Florida offers some of the best experiences for riders in America. It’s great ocean views and fantastic weather makes riding much more appealing, and it’s no surprise that this state has over 590,000 registered motorcycles.
Unfortunately, Florida also ranks high in the number of motorcyclist accidents, and it’s not unlikely to get injured in a motorcycle crash. If you have been involved in a motorcycle accident, the skilled motorcycle accident attorneys at Fetterman & Associates, P.A. can apprise you of your legal rights and options.
Here’s what you need to know about the rules and regulations for motorcyclists in Florida before hitting the road.
Motorcycle license requirements
The first condition to fulfill before hitting the road on your motorbike is having a valid motorbike license. You could have your motorcycle license in two forms,
- Having a motorcycle endorsement on your driving license or
- Get a motorcycle-only license if you are not a driver’s license holder.
Florida insurance laws can be confusing. While all drivers are required to carry PIP insurance, the rule does not apply to motorcycle riders.
However, riding a motorcycle without insurance is not advisable. First, an insurance cover ensures that you are covered in the event of an injury and covers your liability for damages and injuries caused to others in an accident.
Whether you have insurance or not, it is always best to work with experienced West Palm Beach motorcycle accident attorneys if you are involved in a motorcycle accident in Florida.

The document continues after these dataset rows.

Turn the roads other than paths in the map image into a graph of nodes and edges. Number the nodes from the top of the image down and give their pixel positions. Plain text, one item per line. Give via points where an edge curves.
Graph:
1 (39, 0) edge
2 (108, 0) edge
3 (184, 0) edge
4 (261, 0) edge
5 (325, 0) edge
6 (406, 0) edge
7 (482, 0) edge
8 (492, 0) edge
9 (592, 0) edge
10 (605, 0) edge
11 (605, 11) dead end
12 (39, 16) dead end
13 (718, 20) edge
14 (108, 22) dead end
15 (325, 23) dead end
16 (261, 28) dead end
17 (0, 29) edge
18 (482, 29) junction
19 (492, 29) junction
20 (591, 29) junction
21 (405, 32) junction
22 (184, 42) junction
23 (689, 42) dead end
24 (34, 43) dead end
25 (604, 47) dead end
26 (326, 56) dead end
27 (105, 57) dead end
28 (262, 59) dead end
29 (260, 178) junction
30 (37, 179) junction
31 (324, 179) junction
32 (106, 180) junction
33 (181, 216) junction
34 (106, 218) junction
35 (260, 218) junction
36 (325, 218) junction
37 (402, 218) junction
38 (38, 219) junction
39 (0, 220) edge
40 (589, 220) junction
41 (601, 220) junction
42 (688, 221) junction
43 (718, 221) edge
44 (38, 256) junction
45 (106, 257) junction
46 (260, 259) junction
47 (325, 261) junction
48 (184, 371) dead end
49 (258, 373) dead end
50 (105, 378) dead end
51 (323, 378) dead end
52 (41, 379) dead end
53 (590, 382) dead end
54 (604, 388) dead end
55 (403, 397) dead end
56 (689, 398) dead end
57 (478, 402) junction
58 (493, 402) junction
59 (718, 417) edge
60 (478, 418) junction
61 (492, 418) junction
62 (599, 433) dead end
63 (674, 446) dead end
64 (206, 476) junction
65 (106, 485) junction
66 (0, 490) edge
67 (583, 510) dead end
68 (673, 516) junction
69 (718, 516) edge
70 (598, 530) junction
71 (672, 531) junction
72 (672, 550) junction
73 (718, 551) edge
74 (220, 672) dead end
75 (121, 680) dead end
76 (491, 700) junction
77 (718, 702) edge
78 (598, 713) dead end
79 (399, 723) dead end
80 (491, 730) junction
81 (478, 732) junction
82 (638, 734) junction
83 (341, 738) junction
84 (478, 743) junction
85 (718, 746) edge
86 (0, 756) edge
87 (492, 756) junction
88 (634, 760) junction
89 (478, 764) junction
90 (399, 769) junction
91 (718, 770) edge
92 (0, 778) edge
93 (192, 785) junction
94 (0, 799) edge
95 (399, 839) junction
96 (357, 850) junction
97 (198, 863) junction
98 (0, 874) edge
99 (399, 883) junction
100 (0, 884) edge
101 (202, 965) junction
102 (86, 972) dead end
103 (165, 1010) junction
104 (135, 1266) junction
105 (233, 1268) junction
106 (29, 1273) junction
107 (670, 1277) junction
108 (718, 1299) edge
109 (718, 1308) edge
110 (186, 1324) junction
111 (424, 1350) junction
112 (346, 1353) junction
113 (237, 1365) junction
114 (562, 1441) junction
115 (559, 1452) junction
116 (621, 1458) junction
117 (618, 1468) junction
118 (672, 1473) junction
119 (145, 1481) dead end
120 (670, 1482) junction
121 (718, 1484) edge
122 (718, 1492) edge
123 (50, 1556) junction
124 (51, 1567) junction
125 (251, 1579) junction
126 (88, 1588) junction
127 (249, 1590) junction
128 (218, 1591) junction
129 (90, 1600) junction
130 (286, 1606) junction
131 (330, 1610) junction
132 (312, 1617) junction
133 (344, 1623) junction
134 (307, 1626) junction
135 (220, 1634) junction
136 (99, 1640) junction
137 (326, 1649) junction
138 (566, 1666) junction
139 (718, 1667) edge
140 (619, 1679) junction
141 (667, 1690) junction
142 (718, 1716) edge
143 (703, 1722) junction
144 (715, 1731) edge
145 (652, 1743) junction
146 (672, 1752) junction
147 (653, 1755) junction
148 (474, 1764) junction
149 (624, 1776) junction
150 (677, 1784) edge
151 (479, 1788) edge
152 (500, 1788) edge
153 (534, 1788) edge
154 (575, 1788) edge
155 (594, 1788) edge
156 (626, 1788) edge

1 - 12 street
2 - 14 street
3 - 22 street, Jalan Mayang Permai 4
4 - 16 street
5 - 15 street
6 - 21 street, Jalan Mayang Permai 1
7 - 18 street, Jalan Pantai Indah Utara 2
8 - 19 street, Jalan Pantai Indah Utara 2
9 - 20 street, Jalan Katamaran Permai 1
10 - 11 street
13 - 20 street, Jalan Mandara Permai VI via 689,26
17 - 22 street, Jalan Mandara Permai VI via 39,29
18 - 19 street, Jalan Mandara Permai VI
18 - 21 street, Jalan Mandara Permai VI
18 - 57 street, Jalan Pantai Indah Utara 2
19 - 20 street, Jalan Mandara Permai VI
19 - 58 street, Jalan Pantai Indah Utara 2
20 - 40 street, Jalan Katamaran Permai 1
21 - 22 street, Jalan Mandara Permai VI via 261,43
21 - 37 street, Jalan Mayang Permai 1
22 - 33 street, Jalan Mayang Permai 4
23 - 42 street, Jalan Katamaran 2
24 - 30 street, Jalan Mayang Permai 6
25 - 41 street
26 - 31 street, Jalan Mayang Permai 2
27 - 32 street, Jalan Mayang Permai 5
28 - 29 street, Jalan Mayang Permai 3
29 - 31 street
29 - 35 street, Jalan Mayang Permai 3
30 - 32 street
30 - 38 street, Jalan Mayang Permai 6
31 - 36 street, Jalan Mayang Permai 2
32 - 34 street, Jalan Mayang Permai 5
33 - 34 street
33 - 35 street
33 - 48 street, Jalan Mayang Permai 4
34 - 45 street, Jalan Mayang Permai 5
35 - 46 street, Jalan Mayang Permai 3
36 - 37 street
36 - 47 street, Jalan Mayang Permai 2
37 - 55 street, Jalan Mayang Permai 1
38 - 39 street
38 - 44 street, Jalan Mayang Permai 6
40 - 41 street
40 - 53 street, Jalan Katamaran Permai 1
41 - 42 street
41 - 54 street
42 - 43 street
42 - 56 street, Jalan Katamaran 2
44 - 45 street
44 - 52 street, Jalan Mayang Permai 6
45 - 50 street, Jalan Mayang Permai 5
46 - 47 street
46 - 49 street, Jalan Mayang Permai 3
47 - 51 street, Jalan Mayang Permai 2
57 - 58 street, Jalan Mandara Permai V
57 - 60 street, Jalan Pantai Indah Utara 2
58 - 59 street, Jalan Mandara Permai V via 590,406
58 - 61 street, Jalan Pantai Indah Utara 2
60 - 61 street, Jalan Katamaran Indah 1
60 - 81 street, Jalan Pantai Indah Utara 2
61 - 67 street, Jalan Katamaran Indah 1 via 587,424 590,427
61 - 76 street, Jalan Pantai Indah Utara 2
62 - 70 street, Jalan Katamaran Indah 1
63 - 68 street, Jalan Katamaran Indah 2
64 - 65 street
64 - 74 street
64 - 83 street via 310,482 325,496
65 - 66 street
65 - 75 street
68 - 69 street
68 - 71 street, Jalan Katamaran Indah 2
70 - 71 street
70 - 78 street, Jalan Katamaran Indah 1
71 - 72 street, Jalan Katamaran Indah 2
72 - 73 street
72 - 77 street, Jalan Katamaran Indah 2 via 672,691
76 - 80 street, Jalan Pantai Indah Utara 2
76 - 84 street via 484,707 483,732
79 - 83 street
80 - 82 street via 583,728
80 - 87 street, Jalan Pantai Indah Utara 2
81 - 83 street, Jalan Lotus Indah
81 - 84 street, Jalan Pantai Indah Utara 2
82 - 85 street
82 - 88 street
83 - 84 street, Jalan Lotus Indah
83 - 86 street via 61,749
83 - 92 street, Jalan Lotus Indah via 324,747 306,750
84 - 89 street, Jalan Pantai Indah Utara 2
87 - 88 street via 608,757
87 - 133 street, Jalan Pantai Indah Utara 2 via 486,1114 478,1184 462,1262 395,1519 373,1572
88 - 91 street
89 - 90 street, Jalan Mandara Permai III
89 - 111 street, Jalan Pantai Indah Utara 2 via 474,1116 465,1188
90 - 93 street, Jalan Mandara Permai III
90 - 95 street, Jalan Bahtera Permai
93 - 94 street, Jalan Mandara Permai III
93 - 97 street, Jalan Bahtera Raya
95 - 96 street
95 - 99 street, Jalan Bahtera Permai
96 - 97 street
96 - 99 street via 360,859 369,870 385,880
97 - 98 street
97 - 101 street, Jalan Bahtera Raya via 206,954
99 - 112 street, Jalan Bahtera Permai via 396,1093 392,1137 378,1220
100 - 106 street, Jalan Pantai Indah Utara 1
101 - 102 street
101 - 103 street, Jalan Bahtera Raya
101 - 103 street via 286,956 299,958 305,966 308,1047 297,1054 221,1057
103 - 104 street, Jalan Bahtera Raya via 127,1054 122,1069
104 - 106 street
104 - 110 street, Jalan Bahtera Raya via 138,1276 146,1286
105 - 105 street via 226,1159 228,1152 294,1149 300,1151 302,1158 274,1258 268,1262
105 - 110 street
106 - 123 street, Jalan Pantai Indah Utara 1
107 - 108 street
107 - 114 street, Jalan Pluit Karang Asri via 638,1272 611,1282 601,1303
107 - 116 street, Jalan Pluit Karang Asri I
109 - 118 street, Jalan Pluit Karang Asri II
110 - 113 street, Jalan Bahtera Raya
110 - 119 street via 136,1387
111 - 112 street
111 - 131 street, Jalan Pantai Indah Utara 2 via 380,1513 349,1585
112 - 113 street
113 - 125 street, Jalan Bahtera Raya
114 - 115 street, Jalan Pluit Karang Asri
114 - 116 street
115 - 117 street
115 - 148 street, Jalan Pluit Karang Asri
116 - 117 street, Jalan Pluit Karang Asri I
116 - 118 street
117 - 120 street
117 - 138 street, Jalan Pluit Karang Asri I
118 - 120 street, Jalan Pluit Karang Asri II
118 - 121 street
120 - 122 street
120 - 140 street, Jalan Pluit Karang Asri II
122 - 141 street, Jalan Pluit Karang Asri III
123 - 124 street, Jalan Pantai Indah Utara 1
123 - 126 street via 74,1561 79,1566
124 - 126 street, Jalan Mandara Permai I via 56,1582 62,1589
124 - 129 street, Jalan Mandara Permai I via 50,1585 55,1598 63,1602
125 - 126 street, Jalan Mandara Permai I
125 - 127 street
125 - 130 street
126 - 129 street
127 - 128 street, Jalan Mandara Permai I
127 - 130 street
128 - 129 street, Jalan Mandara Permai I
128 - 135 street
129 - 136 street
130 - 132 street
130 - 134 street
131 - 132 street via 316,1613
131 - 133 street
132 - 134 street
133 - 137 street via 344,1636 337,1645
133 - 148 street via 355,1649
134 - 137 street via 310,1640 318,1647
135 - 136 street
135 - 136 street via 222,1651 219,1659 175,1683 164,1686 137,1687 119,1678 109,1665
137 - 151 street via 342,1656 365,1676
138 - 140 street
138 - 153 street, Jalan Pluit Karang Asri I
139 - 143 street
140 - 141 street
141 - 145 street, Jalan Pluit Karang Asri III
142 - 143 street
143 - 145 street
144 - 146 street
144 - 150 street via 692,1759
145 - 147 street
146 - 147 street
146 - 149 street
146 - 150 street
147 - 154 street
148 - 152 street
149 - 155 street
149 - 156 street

If a rider is involved in an accident, they are obligated by law to carry a PIP cover and property damage liability coverage for three years.
According to the Florida motorcycle laws, all motorcycle riders must wear a helmet that meets the Federal Motorcycle Vehicle Safety Standard 218 while on the road.
The helmet should fit the rider’s head snugly for maximum safety and have no apparent signs of defects such as cracks, frayed straps, or loose padding.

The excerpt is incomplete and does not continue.